Retailers cautiously predict return to normal seasonal import flows

Retailers cautiously predict return to normal seasonal import flows

Retailers say US import comparisons with early 2019 will be skewed due to tariffs and the timing of the Lunar New Year. Photo credit: Shutterstock.com.

Retailers project a slow beginning to 2020 before imports pick up in the spring and the eastbound trans-Pacific trades return to normal seasonal trends. 

The projection by Global Port Tracker, which is published monthly by the National Retail Federation (NRF) and Hackett Associates, assumes that the United States and China will continue to proceed toward a resolution to the costly trade war now in its second year. The tariffs and counter-tariffs by both countries have harmed both imports and exports in the trans-Pacific.

“We’ll be more confident after we see the Phase One agreement signed [on Jan. 15], but right now 2020 looks like it should be back to what used to be normal,” said Jonathan Gold, NRF vice president for supply chain and customs policy.

Global Port Tracker forecasts US imports will decline 5 percent in January and 4.9 percent in February from the same months last year. Imports in March are forecast to increase 5.2 percent from March 2019.

In addition to comparisons with the unconventional trade flows that took place in late 2018 and early 2019 due to the tariffs, import comparisons in the first three months of 2020 will be affected by the timing of Lunar New Year, when many factories in Asia will close for a week or two for the celebrations. The Lunar New Year will begin on Jan. 25, which is earlier than last year, and therefore year-over-year comparisons will be somewhat skewed in February and March.

Return to normal beginning in April

Global Port Tracker projects imports will increase 2.1 percent in April and 1 percent in May, year over year. This return to normal increases in the spring and summer leading up to the back-to-school and holiday shopping seasons in the second half of the year looks to be back on track, provided there are no major disruptions due to tariffs, such as occurred in 2018-19.

“We’ve been through a cycle of imports surging ahead of expected tariff increases, some of which got delayed, reduced, or canceled, and falling off again afterward. That’s not good for retailers trying to manage their inventory levels or trying to make long-term business plans,” Gold said.

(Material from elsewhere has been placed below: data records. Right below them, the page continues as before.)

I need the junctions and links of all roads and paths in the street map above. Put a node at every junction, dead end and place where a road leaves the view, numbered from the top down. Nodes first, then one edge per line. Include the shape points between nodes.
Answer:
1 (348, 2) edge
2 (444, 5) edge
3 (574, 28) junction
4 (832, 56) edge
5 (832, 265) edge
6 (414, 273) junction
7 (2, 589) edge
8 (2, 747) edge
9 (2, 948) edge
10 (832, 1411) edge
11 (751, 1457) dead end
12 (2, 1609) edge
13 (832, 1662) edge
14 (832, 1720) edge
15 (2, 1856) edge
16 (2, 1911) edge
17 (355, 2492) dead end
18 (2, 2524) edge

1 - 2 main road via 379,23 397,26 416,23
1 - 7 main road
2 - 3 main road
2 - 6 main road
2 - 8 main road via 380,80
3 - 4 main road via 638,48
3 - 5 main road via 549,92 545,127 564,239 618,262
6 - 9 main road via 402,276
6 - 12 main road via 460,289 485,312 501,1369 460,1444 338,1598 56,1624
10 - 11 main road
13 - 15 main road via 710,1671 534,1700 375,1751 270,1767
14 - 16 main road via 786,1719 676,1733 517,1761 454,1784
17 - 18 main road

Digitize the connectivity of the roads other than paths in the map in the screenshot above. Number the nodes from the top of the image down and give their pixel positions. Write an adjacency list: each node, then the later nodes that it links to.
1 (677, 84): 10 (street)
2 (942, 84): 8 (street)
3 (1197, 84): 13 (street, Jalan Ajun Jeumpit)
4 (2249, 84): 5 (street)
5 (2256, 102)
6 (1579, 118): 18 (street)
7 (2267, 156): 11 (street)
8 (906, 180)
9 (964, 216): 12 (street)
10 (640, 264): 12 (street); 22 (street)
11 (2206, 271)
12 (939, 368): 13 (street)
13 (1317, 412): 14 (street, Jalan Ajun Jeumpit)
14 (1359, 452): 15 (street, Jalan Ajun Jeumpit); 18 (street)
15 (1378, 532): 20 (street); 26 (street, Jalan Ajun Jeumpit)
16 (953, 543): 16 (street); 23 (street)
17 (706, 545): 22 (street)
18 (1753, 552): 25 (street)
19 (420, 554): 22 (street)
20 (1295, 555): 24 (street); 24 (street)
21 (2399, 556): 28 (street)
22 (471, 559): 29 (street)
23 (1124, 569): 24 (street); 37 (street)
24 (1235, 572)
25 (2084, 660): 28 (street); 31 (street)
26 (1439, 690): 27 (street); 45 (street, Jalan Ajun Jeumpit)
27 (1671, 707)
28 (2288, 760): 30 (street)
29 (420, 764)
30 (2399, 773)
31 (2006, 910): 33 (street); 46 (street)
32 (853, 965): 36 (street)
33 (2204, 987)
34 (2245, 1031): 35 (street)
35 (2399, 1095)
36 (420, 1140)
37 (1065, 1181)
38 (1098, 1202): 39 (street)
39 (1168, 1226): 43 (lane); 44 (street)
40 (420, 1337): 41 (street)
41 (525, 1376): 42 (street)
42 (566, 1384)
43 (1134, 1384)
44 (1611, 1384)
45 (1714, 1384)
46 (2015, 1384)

The phase one US-China trade agreement is scheduled to be signed on Wednesday. In announcing the deal, the Trump administration said it would halve 15 percent tariffs that took effect in September and cancel another round that was set to take effect Dec. 15. Other tariffs — 25 percent on $250 billion worth of US imports from China — will remain in effect under the phase one agreement.

US imports in November, the last month for which actual numbers are available, showed a drop of 7.5 percent from November 2018. Global Port Tracker estimated December imports plunged 13.4 percent from tariff-inflated import volumes in December 2018. Its estimate for calendar year 2019 is for a 0.9 percent decline in imports.

Spot shipping rates, which normally reflect import volumes in close to real time, declined steadily in late 2019 due to the fall in imports. However, with implementation on Jan. 1 of the International Maritime Organization’s low-sulfur fuel mandate, spot rates are increasing.

The spot rate includes the base ocean shipping rate plus a bunker fuel surcharge. The East Coast spot rate ended 2019 at $2,562 per FEU, and as of Friday has increased to $2,888 per FEU. The West Coast spot rate increased from $1,434 per FEU in late December to $1,543 this week, according to the Shanghai Containerized Freight Index (SCFI), which is published in the JOC Shipping & Logistics Pricing Hub.